Each fall, Zoo Boise Conservation Fund narrows a big field of animal research grant applicants down to nine, and then lets the public vote on which of them to fund. Last year, the Friends of Scotchman Peaks Wilderness wolverine study proposal got more votes than any other proposal. In response, the Fund awarded FSPW $27,000 to assist Idaho Department of Fish and Game in a rare carnivore study that stretched from the Selkirk Mountains across the Panhandle and into the Scotchman Peaks and Montana. Now, FSPW has been nominated again, and are calling on all of their Friends and friends of Friends to visit the Zoo Boise web site and vote for this year’s proposal.
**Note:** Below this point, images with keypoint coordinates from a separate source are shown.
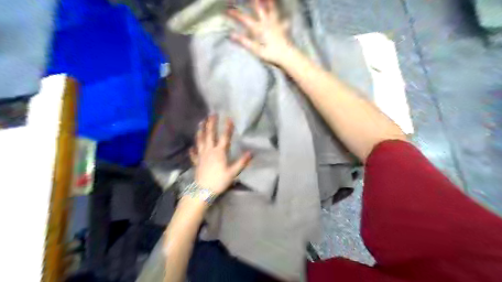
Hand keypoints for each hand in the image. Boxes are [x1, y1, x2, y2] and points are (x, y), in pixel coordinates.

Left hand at [190, 115, 252, 196]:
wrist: (203, 191)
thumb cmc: (219, 181)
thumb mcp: (233, 172)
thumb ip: (242, 162)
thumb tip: (251, 153)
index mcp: (219, 152)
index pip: (224, 137)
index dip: (227, 127)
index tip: (229, 118)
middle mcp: (209, 151)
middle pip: (210, 135)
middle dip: (211, 124)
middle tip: (211, 114)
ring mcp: (201, 155)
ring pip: (200, 141)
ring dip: (200, 131)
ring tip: (200, 123)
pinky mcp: (197, 162)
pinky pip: (194, 154)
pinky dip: (193, 150)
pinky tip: (192, 148)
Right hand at [227, 0, 294, 65]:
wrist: (287, 55)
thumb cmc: (271, 54)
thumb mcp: (256, 50)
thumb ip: (244, 41)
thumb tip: (231, 35)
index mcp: (259, 29)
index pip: (245, 19)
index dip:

This lynx was one of the most exciting finds of the 2011-12 Rare Carnivor Study funded by the Zoo Boise Conservation Fund

“We have a big opportunity to keep the field work on this study rolling along,” says FSPW Executive Director Phil Hough. “Fish and Game will not be able to put as much effort into the field as they did last year, so it’s doubly important that FSPW continues the data stream we started working on with them two years ago.”

The first year of the study, 2010-11, was marked by a modest study involving just a few camera stations that caught an amazing variety of critters, but particularly rare forest carnivores; martins, fishers, ermine, bobcats, and even a wolverine and a lynx. “We started small,” says Sandy Compton, FSPW program coordinator, “but the volunteer response was amazing. Lots of people were interested in getting involved with setting up and monitoring the camera stations.”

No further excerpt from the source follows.